Run the following command:

from nemo_export.tensorrt_llm import TensorRTLLM

trt_llm_exporter = TensorRTLLM(model_dir="/opt/checkpoints/tmp_trt_llm/")
trt_llm_exporter.export(
    nemo_checkpoint_path="/opt/checkpoints/hf_llama31_8B_nemo2.nemo",
    model_type="llama",
    tensor_parallelism_size=1,
)

trt_llm_exporter.forward(
    ["What is the best city in the world?"],
    max_output_token=15,
    top_k=1,
    top_p=0.0,
    temperature=1.0,
)

Be sure to check the TensorRTLLM class docstrings for details.

For quantized qnemo models – see Quantization – the same TensorRTLLM class can be used.
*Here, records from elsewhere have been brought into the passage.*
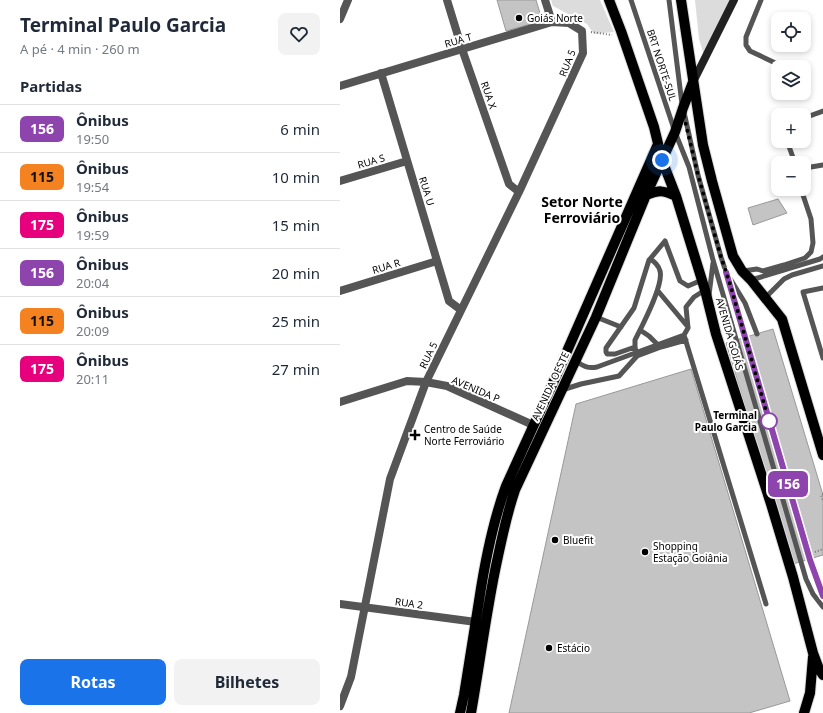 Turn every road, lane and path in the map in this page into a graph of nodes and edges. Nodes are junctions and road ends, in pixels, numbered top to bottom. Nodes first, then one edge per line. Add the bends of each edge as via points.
1 (348, 0) edge
2 (447, 0) edge
3 (545, 0) edge
4 (609, 0) edge
5 (631, 0) edge
6 (669, 0) edge
7 (681, 0) edge
8 (734, 0) edge
9 (761, 0) edge
10 (340, 18) edge
11 (552, 22) junction
12 (582, 31) junction
13 (623, 36) junction
14 (462, 49) junction
15 (771, 61) edge
16 (381, 73) junction
17 (693, 82) junction
18 (340, 86) edge
19 (682, 108) junction
20 (823, 111) edge
21 (811, 115) edge
22 (675, 132) junction
23 (658, 144) junction
24 (662, 160) junction
25 (407, 161) junction
26 (823, 165) edge
27 (811, 167) edge
28 (340, 181) edge
29 (519, 192) junction
30 (646, 195) junction
31 (676, 196) junction
32 (804, 196) edge
33 (823, 257) edge
34 (650, 259) junction
35 (713, 260) junction
36 (437, 261) junction
37 (823, 266) edge
38 (742, 271) junction
39 (726, 272) junction
40 (751, 280) junction
41 (703, 285) junction
42 (823, 288) edge
43 (340, 291) edge
44 (658, 291) junction
45 (766, 298) junction
46 (708, 302) junction
47 (461, 310) junction
48 (596, 317) junction
49 (621, 327) junction
50 (688, 328) junction
51 (640, 330) junction
52 (757, 334) dead end
53 (685, 337) junction
54 (659, 346) junction
55 (636, 352) junction
56 (823, 358) edge
57 (576, 361) junction
58 (426, 382) junction
59 (561, 390) junction
60 (340, 402) edge
61 (533, 425) junction
62 (823, 452) edge
63 (823, 494) edge
64 (823, 501) edge
65 (823, 596) edge
66 (340, 604) edge
67 (766, 604) dead end
68 (364, 607) junction
69 (823, 607) edge
70 (476, 622) junction
71 (813, 654) junction
72 (823, 675) edge
73 (340, 706) edge
74 (460, 713) edge
75 (470, 713) edge
76 (804, 713) edge

1 - 10 street
2 - 14 street, RUA X
3 - 11 street
4 - 13 main road, AVENIDA GOIÁS
5 - 22 lane, BRT NORTE-SUL
6 - 19 lane, BRT NORTE-SUL
7 - 17 main road
8 - 17 main road
9 - 15 lane via 746,37 746,45 750,52
11 - 12 street, RUA T via 569,23
11 - 14 street, RUA T
12 - 13 path
12 - 29 street, RUA 5 via 583,53
13 - 23 main road, AVENIDA GOIÁS
14 - 16 street, RUA T
14 - 29 street, RUA X via 509,184
16 - 18 street, RUA T
16 - 25 street, RUA U
17 - 19 main road, AVENIDA OESTE
17 - 38 main road via 703,145 712,181 733,256
19 - 22 main road, AVENIDA OESTE
19 - 39 lane, BRT NORTE-SUL
20 - 21 lane
22 - 24 main road, AVENIDA OESTE
22 - 35 lane, BRT NORTE-SUL via 689,167
23 - 24 main road, AVENIDA GOIÁS
23 - 61 main road, AVENIDA OESTE
24 - 30 main road, AVENIDA OESTE
24 - 31 main road, AVENIDA GOIÁS
25 - 28 street, RUA S
25 - 36 street, RUA U
26 - 27 lane
29 - 47 street, RUA 5
30 - 31 main road via 665,191
30 - 48 main road, AVENIDA OESTE
31 - 41 main road, AVENIDA GOIÁS
32 - 38 lane via 811,219 811,252 805,258 763,271
33 - 40 lane
34 - 41 lane via 665,241 680,281 688,286
34 - 44 lane via 660,271
34 - 49 lane via 634,308
35 - 46 lane
35 - 69 lane, BRT NORTE-SUL via 806,579
36 - 43 street, RUA R
36 - 47 street, RUA U via 449,301
37 - 45 lane via 784,279
38 - 40 main road
39 - 52 lane via 745,303
39 - 65 lane via 810,560
40 - 45 main road
41 - 46 main road, AVENIDA GOIÁS
41 - 50 lane via 686,307
42 - 56 lane via 803,292
44 - 50 lane
44 - 51 lane
45 - 62 main road via 782,319
46 - 71 main road, AVENIDA GOIÁS via 788,560
47 - 58 street, RUA 5
48 - 49 lane
48 - 57 main road, AVENIDA OESTE
49 - 55 lane via 606,348 607,354
50 - 53 lane
51 - 54 lane
51 - 55 lane via 636,340
53 - 54 lane
53 - 67 lane
54 - 55 lane
55 - 57 lane via 592,368
55 - 59 lane via 619,376
57 - 59 main road, AVENIDA OESTE
58 - 60 street, AVENIDA P via 407,381
58 - 61 street, AVENIDA P via 447,386
58 - 68 street, RUA 5 via 390,479
59 - 75 main road, AVENIDA OESTE via 509,507 493,580
61 - 70 main road, AVENIDA OESTE via 499,505
63 - 64 path
66 - 68 street, RUA 2
68 - 70 street, RUA 2
68 - 73 street, RUA 5 via 351,677
70 - 74 main road, AVENIDA OESTE
71 - 72 main road, AVENIDA GOIÁS
71 - 76 main road via 810,693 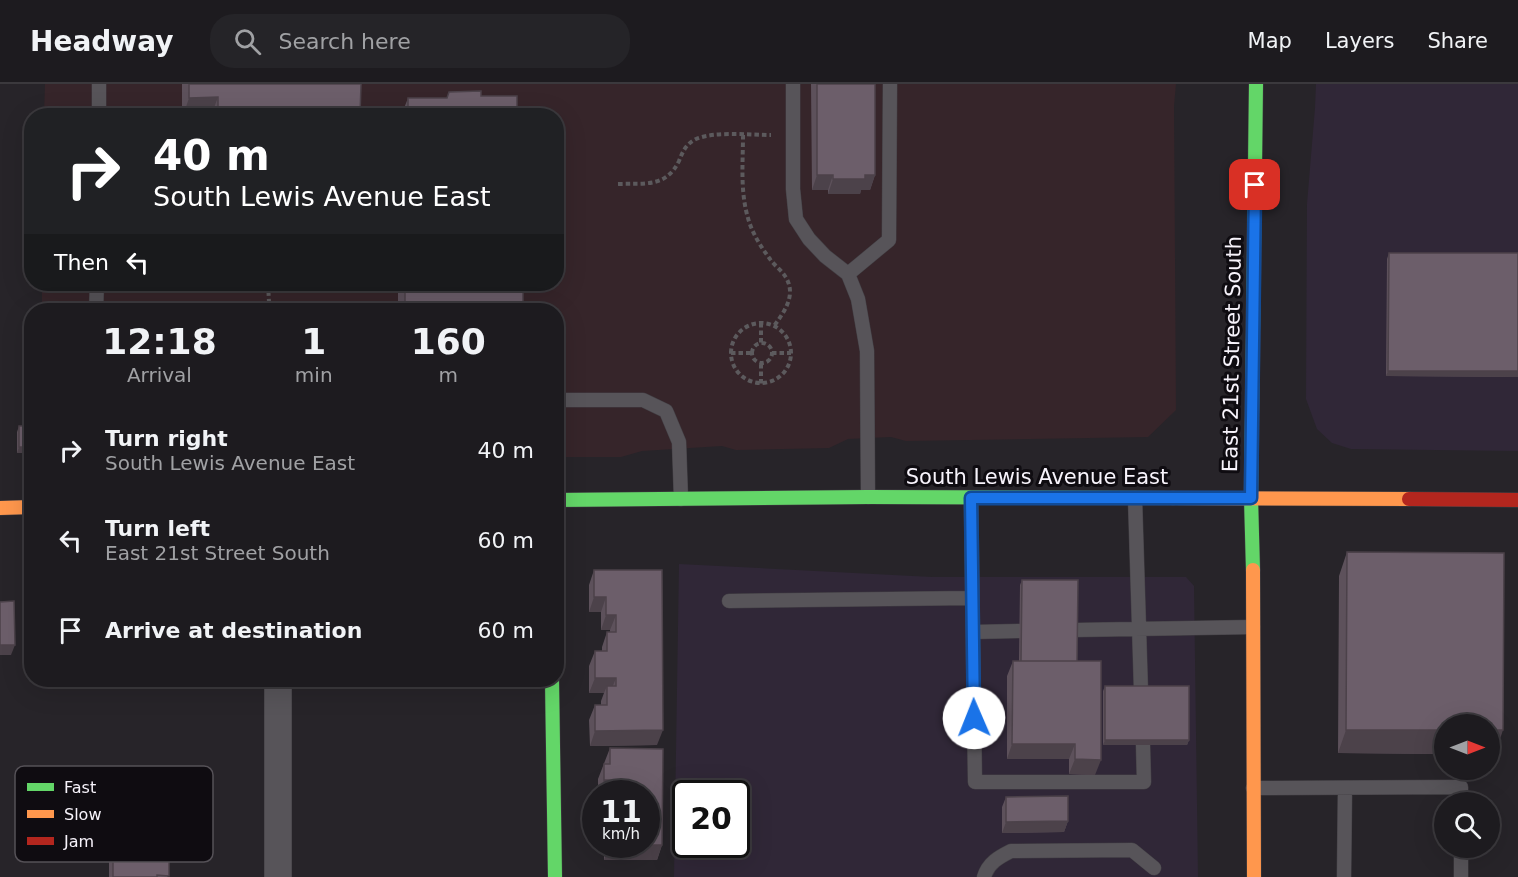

In this case, specifying model_type is not necessary. Alternatively, advanced users can build engines directly using trtllm-build command, see TensorRT-LLM documentation

trtllm-build \
    --checkpoint_dir /opt/checkpoints/llama3-70b-base-fp8-qnemo \
    --output_dir /path/to/trt_llm_engine_folder \
    --gemm_plugin fp8 \
    --max_batch_size 8 \
    --max_input_len 2048 \
    --max_seq_len 2560 \
    --workers 2

Deploy a LLM Model to TensorRT-LLM#

You can use the APIs in the deploy module to deploy a TensorRT-LLM model to Triton. The following code example assumes the hf_llama31_8B_nemo2.nemo checkpoint has already been downloaded and mounted to the /opt/checkpoints/ path. Additionally, the /opt/checkpoints/tmp_trt_llm path is also assumed to exist.

Run the following command:

from nemo_export.tensorrt_llm import TensorRTLLM
from nemo_deploy import DeployPyTriton

trt_llm_exporter = TensorRTLLM(model_dir="/opt/checkpoints/tmp_trt_llm/")
trt_llm_exporter.export(
    nemo_checkpoint_path="/opt/checkpoints/hf_llama31_8B_nemo2.nemo",
    model_type="llama",
    tensor_parallelism_size=1,
)

nm = DeployPyTriton(model=trt_llm_exporter, triton_model_name="llama", http_port=8000)
nm.deploy()
nm.serve()

The same instructions apply to quantized checkpoints.

Direct TensorRT-LLM Export for FP8-trained Models#

If you have a FP8-trained checkpoint, produced during pre-training or fine-tuning with NVIDIA Transformer Engine, you can convert it to a FP8 TensorRT-LLM engine directly using nemo.export. The entry point is the same as with regular .nemo and .qnemo checkpoints:

from nemo_export.tensorrt_llm import TensorRTLLM

trt_llm_exporter = TensorRTLLM(model_dir="/opt/checkpoints/tmp_trt_llm/")
trt_llm_exporter.export(
    nemo_checkpoint_path="/opt/checkpoints/llama2-7b-base-fp8.nemo",
    model_type="llama",
)
trt_llm_exporter.forward(["Hi, how are you?", "I am good, thanks, how about you?"])

The export settings for quantization can be adjusted via trt_llm_exporter.export arguments:

fp8_quantized: Optional[bool] = None: enables/disables FP8 quantization
fp8_kvcache: Optional[bool] = None: enables/disables FP8 quantization for KV-cache

By default, the quantization settings are auto-detected from the NeMo checkpoint.